This issue tracker has been migrated to GitHub, and is currently read-only.
For more information, see the GitHub FAQs in the Python's Developer Guide.

classification
Title: zipfile and winzip
Type: behavior Stage:
Components: Extension Modules Versions: Python 3.0, Python 3.1, Python 2.7, Python 2.6
process
Status: closed Resolution: fixed
Dependencies: Superseder:
Assigned To: amaury.forgeotdarc Nosy List: amaury.forgeotdarc, barry, benjamin.peterson, brett.cannon, loewis, pitrou, vgeorge
Priority: release blocker Keywords: needs review, patch

Created on 2008-09-29 15:10 by vgeorge, last changed 2022-04-11 14:56 by admin. This issue is now closed.

Files
File name Uploaded Description Edit
bug.py vgeorge, 2008-09-29 15:10 replicates the reported issue
zip-64k-3.patch amaury.forgeotdarc, 2009-01-17 14:04
zip64-alwaystry2.patch amaury.forgeotdarc, 2009-01-17 22:27
Messages (16)
msg74030 - (view) Author: vali (vgeorge) Date: 2008-09-29 15:10
using ZipFile library with Python 2.6 or an earlier version creates
archived files that are not compatible with windows compress or Winzip.
Other programs like 7-Zip will not have a problem with the format. 

Bug Description:
if it is attempted to create an archive with more than 65535 (e.g 2^16 +
10)  files winzip or windows compress will show only what is above 65535
(in this case 9 file) 

The attached script tries to create an archive with 2^16 + 1 files and
compress or winzip will show an empty archive.
msg74031 - (view) Author: Amaury Forgeot d'Arc (amaury.forgeotdarc) * (Python committer) Date: 2008-09-29 15:20
An archive with more than 65535 files must use the "64-bit extensions"
of the standard Zip format.

Such archives cannot be opened by programs that do not understand these
extensions. See http://www.winzip.com/wzdic.htm

Which version of Winzip did you try?
msg75003 - (view) Author: vali (vgeorge) Date: 2008-10-20 20:33
The version I used should not have this limitation as archives created
with other languages as Java or C# opens fine in WinZip 11.2 evaluation
version. Also the same issue can be observed in Windows compress utility.
msg75014 - (view) Author: Amaury Forgeot d'Arc (amaury.forgeotdarc) * (Python committer) Date: 2008-10-20 22:23
Right, this is a bug in zipfile.py.
The official PKZIP specifications says:
http://www.pkware.com/documents/casestudies/APPNOTE.TXT

      total number of entries in the central dir: (2 bytes)

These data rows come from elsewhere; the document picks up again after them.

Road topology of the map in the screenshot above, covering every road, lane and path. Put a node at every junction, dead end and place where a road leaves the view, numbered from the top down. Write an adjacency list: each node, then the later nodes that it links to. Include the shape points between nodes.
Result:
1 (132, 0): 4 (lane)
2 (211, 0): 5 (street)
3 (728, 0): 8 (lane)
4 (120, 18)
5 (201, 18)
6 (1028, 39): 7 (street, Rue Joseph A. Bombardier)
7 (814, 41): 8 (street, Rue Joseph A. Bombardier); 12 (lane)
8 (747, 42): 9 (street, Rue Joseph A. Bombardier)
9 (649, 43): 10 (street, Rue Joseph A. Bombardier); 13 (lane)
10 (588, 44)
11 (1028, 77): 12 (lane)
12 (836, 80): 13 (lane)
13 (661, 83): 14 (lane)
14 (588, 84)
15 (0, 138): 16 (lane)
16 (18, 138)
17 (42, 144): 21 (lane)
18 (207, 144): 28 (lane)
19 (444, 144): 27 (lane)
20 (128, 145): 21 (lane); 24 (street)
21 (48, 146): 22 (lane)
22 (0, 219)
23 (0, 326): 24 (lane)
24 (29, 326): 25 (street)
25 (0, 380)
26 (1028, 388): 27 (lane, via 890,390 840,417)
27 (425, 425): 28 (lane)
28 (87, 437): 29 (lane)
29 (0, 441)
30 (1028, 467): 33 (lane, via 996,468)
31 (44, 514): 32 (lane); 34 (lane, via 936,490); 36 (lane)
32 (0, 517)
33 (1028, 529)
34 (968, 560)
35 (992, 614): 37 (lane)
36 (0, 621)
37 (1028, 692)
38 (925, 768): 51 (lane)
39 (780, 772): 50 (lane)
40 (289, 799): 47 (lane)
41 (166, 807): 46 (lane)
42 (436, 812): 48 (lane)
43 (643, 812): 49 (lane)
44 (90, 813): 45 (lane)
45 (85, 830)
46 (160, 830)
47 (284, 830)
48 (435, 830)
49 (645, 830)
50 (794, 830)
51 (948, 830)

          The total number of files in the .ZIP file. If an 
          archive is in ZIP64 format and the value in this field
          is 0xFFFF, the size will be in the corresponding 8 byte 
          zip64 end of central directory field.

Patch is attached. With it I can open the file with WinZip.
msg75036 - (view) Author: vali (vgeorge) Date: 2008-10-21 19:24
Thank you for the quick fix. I could verify that the issue is fixed in
python 2.6 when I use WinZip to open an archive with more than 2^16
files created with attached script (bug.py). However the windows native
compress utility does not seem to be able to recognize the files that
have more than 2^16 files (the error says that the archive is not
valid). However, if I try to create an archive using WinZip or 7zip with
exactly the same files, windows compress utility is able to open the
archive. The same thing would apply if I create the archive using zlib
C# library.
msg75040 - (view) Author: Amaury Forgeot d'Arc (amaury.forgeotdarc) * (Python committer) Date: 2008-10-21 20:41
OK, it seems that the "central directory size" and "central directory 
offset" must contain their actual value if it can fit in a 32bit int, 
even though the spec says "If an archive is in ZIP64 format and the 
value in this field is 0xFFFFFFFF, the value is in the corresponding zip64 end of central directory field."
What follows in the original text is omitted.